Marcher sur l'eau est devenu mainstream

Comment avez-vous commencé la bande dessinée ?

J’ai commencé à ne faire que ça professionnellement en 1991, avec la série Trent, un western se déroulant au Canada. Après, petit à petit, j’ai agrandi mes séries avec d’abord Aldébaran en 94 jusqu’à aujourd’hui. C’était le genre d’histoire que je faisais toujours dans ma tête. Dès que j’ai pensé à faire de la bande dessinée, je voulais la faire sur cette histoire-là : de la science fiction dans un futur assez réaliste, plus facile à croire qu’une époque trop lointaine dans un futur trop lointain. C’est ça que je voulais faire, je ne sais pas pourquoi.
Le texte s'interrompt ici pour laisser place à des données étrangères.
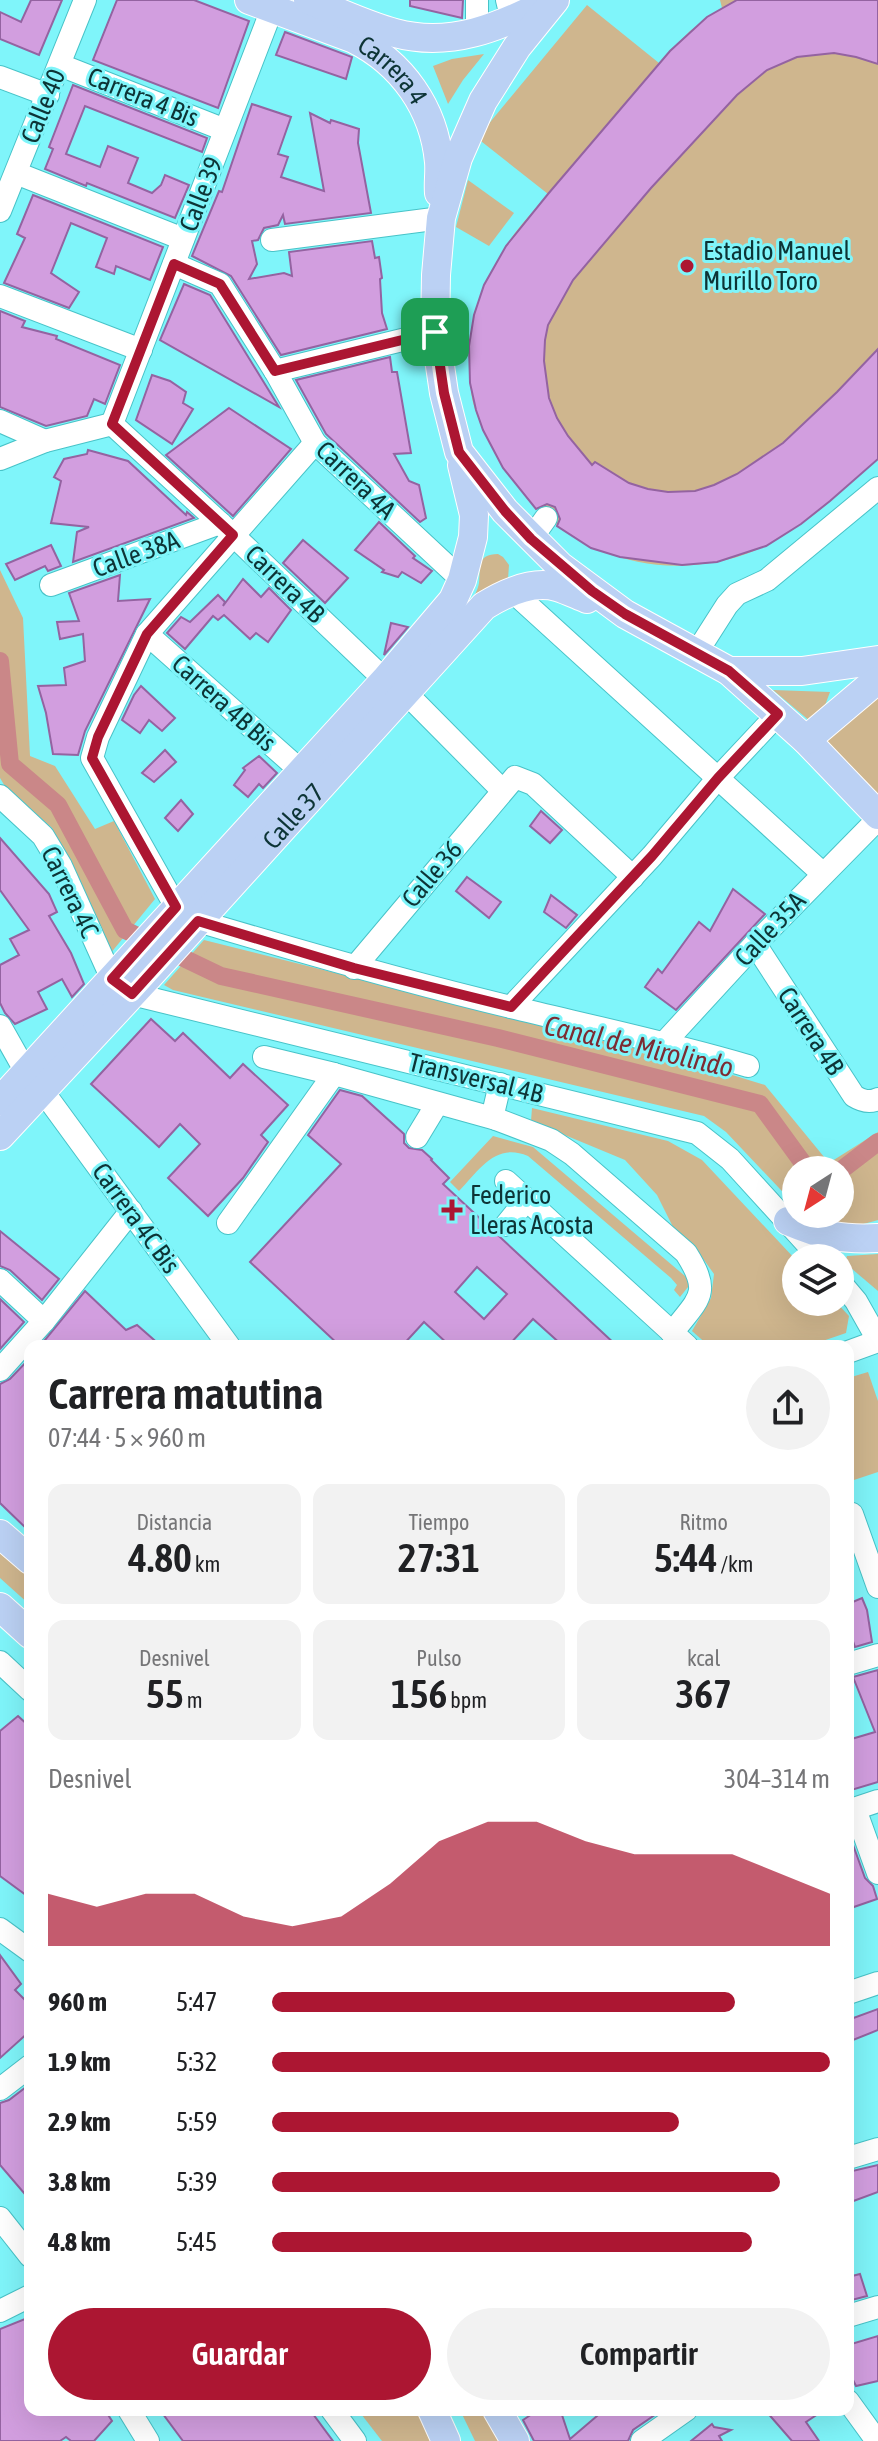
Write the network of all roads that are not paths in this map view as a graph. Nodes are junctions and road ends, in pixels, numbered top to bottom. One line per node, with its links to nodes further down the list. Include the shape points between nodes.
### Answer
1 (85, 0): 9 (street, Calle 40)
2 (308, 0): 6 (main road, Carrera 4)
3 (477, 0): 8 (street)
4 (554, 0): 7 (main road, Carrera 4); 15 (main road, Carrera 4, via 483,101 458,158)
5 (260, 5): 12 (street, Calle 39); 15 (main road, Carrera 4, via 370,47 410,84 436,139)
6 (363, 10): 8 (main road, Carrera 4, via 397,34)
7 (509, 10): 8 (main road, Carrera 4)
8 (477, 34)
9 (60, 65): 11 (street, Calle 40); 12 (street, Carrera 4 Bis)
10 (0, 77): 11 (street)
11 (48, 95): 13 (street, Calle 40)
12 (225, 130): 16 (street, Calle 39)
13 (16, 173): 14 (street, Calle 40); 16 (street)
14 (0, 211)
15 (441, 218): 17 (street); 20 (main road, Carrera 4)
16 (183, 239): 18 (street, Calle 39)
17 (272, 240)
18 (174, 264): 21 (street, Calle 39); 22 (street, Carrera 4A, via 220,284)
19 (0, 296): 21 (street)
20 (435, 332): 22 (street); 27 (main road, Carrera 4)
21 (141, 350): 24 (street, Calle 39)
22 (275, 371): 26 (street, Carrera 4A)
23 (0, 421): 25 (street)
24 (112, 424): 25 (street); 30 (street, Carrera 4B)
25 (45, 441): 28 (street)
26 (315, 443): 30 (street); 31 (street, Carrera 4A)
27 (459, 452): 31 (main road, Calle 37, via 474,515); 34 (main road, Carrera 4, via 489,492 539,528 592,591)
28 (0, 459)
29 (878, 488): 36 (street, via 767,580 737,594)
30 (227, 529): 32 (street, Calle 38A); 35 (street); 40 (street, Carrera 4B)
31 (462, 580): 40 (main road, Calle 37)
32 (51, 585)
33 (512, 591): 34 (main road, Calle 37, via 555,586); 40 (main road, Calle 37, via 484,606); 44 (street)
34 (625, 614): 36 (main road, Carrera 4)
35 (147, 634): 43 (street, Carrera 4B Bis); 50 (street, via 92,758)
36 (697, 652): 38 (main road, Carrera 4)
37 (878, 660): 38 (main road, via 802,671)
38 (729, 671): 41 (main road, Carrera 4)
39 (878, 681): 42 (main road)
40 (396, 687): 43 (main road, Calle 37); 45 (street, Carrera 4B); 50 (main road, Calle 37)
41 (778, 714): 42 (main road, Carrera 4); 44 (street)
42 (806, 740): 47 (main road, Carrera 4)
43 (301, 771): 50 (main road, Calle 37)
44 (718, 778): 48 (street); 49 (street)
45 (506, 786): 49 (street, Carrera 4B, via 515,777 533,784); 52 (street, Calle 36)
46 (0, 796): 53 (street, Carrera 4C, via 43,836)
47 (878, 817): 48 (street, Calle 35A)
48 (822, 873): 51 (street, Calle 35A)
49 (633, 877): 54 (street)
50 (183, 919): 52 (street); 53 (main road, Calle 37)
51 (755, 944): 56 (street, Calle 35A); 62 (street, Carrera 4B, via 854,1096)
52 (354, 968): 54 (street)
53 (129, 978): 60 (main road, Calle 37); 61 (street, Transversal 4B)
54 (511, 1007): 56 (street)
55 (0, 1026): 60 (street, Carrera 4C Bis)
56 (665, 1042): 58 (street)
57 (264, 1057): 59 (street)
58 (748, 1066)
59 (334, 1074): 64 (street); 72 (street)
60 (34, 1081): 63 (main road, Calle 37); 66 (main road, Calle 37); 70 (street, Carrera 4C Bis)
61 (500, 1084): 65 (street); 71 (street, Transversal 4B, via 697,1133 730,1159)
62 (878, 1099)
63 (0, 1101)
64 (437, 1104): 65 (street); 67 (street)
65 (496, 1119): 81 (street, via 572,1154 686,1253 702,1286)
66 (0, 1136)
67 (417, 1137)
68 (506, 1181): 69 (street)
69 (527, 1199): 73 (street); 81 (street)
70 (131, 1211): 80 (street); 83 (street, Carrera 4C Bis)
71 (782, 1215)
72 (228, 1223)
73 (506, 1225)
74 (794, 1228): 77 (street)
75 (804, 1228): 76 (main road, via 852,1240)
76 (878, 1238)
77 (808, 1244)
78 (0, 1280): 80 (street)
79 (854, 1299): 84 (street)
80 (44, 1321): 82 (street)
81 (679, 1339)
82 (27, 1340)
83 (225, 1340)
84 (878, 1340): 86 (street)
85 (24, 1343): 87 (street)
86 (854, 1350)
87 (0, 1370)
88 (854, 1524): 91 (street)
89 (0, 1534): 90 (main road)
90 (24, 1555)
91 (878, 1587)
92 (0, 1607): 93 (main road)
93 (24, 1629)
94 (878, 1655): 96 (street)
95 (0, 1662): 97 (street)
96 (854, 1662)
97 (24, 1684)
98 (878, 1801): 99 (street)
99 (854, 1809)
100 (854, 1817): 101 (street)
101 (878, 1873)
102 (0, 1929): 103 (street)
103 (24, 1947)
104 (878, 1983): 105 (street)
105 (854, 1991)
106 (24, 2071): 107 (street)
107 (0, 2089)
108 (878, 2149): 109 (street)
109 (854, 2156)
110 (0, 2218): 111 (street)
111 (24, 2248)
112 (24, 2299): 114 (street)
113 (878, 2307): 115 (street)
114 (0, 2311)
115 (854, 2314)
116 (854, 2409): 127 (street)
117 (132, 2416): 122 (street)
118 (336, 2416): 123 (street)
119 (435, 2416): 124 (main road)
120 (500, 2416): 125 (main road)
121 (677, 2416): 126 (street)
122 (141, 2438)
123 (355, 2441)
124 (446, 2441)
125 (515, 2441)
126 (642, 2441)
127 (877, 2441)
Quand j’ai entrepris l’écriture du scénario d’Aldébaran, j’avais déjà fait plusieurs essais. Puis je suis arrivé en France en 81, avec plusieurs BD sous les bras pour des maisons d’édition mais ça n’a pas marché. J’ai dû commencer à faire de la publicité pour pouvoir survivre. C’est dix ans après, à force d’insister, de persévérer, que j’ai pu faire Trent, avec Rodolphe, le scénariste. On était dans le troisième tome, qui marchait plutôt bien et je commençais à connaître des gens aux maisons d’édition Dargaud. Un jour, j’arrive avec ce projet que je ramenais du Brésil. Quand j’ai dit que c’était de la science fiction, on m’a répondu que ce n’était pas à la mode. Puis j’ai présenté l’ouvrage et on m’a dit « mais c’est génial ton truc ! ».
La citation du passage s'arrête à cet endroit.